Ask HN: Recommendation for an App to Help Navigate the Legal System - gitgud
Are there any apps that can help you navigate a country&#x27;s legal system?<p>There are plenty to <i>learn</i> legal system. But I want an app which describes the law in different levels of detail and helps quickly find laws&#x2F;regulations in specific areas.<p>Does anyone know of something like this? Or anything similar?
======
bradknowles
Disclaimer: I am not a lawyer, and nothing I say here can be taken as legal
advice.

The problem that you have here is that what comprises the “legal system”
varies by locality, and there are infinite varieties thereof.

At the highest level, we have the laws as they are written, in each of the
many jurisdictions — many of which may overlap, and have confusing
interpretations as to which takes precedence when.

Then we have the laws as they are officially interpreted and written down by
the courts. Again, with many potential overlapping jurisdictions and
interpretations. This is called “Legal Precedence”.

Then we have the laws as they are interpreted and applied by the courts and
legal system, but where those acts are not written down.

Many laws firms have built a business on deeply understanding just a tiny
sliver of that stack, and they know that when the laws as written and the
precedence is applied will differ when handled by one judge versus another.

Things get even more weird when you talk about laws in one country versus
those in another.

And most lawyers who are familiar with a good understanding of laws in one
jurisdiction may not have any useful knowledge of laws in another jurisdiction
— in fact, their beliefs about those laws might be detrimental.

For example, France doesn’t have a Federal Legal system. They have Common Law,
which means a great deal of what would go into a contract doesn’t need to be
written down, because it’s considered common, and therefore there is nothing
you could write down in a contract that would override it.

The international insurance giant Chubb had a case go all the way up to the
French Supreme Court (Court of Cassation), which hinged on whether or not you
should adhere to the spirit of a contract or the letter of the contract. Chubb
wanted to avoid paying out millions of dollars on a particular claim, so they
advocated for adhering to the spirit of the contract — unlike the rest of the
entire multi-trillion dollar insurance industry. You can imagine how the rest
of the industry felt about that. Fortunately for them, Chubb lost.

In China, if you were to look at the laws as written, you might think they
were quite reasonable. In reality, the law in China is really whatever the
judge says it is, and the written law is pretty meaningless. So, any contact
under Chinese law is really only enforceable to the degree that you can get
the judge to make it so — whatever that might take.

In both France and China, the only official legal version of a contract is the
one written in their native language. Any version in any other language is
just “for your information” and has no legal bearing whatsoever. Moreover,
there is no requirement for a translation to be accurate. So, you might think
you’re signing a contract that says one thing, and in reality the contract
says something totally different.

Finally, plenty of lawyers seem to have Hubris as a major problem, and they
seem to think that because they read all the books, they know everything there
is to know about a particular law or jurisdiction. And lawyers aren’t the only
ones to make this mistake.

So, to think that you can incorporate all this knowledge into a single simple
system, well that is ... folly. A Fools Paradise of the highest order.

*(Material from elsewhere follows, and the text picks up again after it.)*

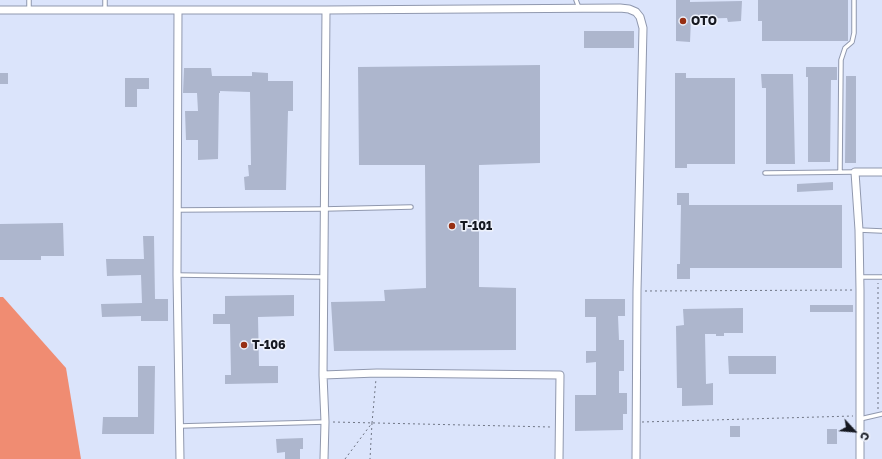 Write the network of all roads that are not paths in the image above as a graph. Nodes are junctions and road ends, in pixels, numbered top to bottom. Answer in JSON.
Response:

Lexis-Nexis would be happy to sell you a license to their system, but that
only scratches the surface and only in some jurisdictions, and is only useful
to you if you already know the pitfalls of the legal system, and you know how
to use the tool to give you the answers you need.

Disclaimer: I am not a lawyer, and nothing I say here can be taken as legal
advice.

That said, my wife is a lawyer, and she has built her practice on trying to
help her clients avoid legal land mines with regards to doing business
internationally.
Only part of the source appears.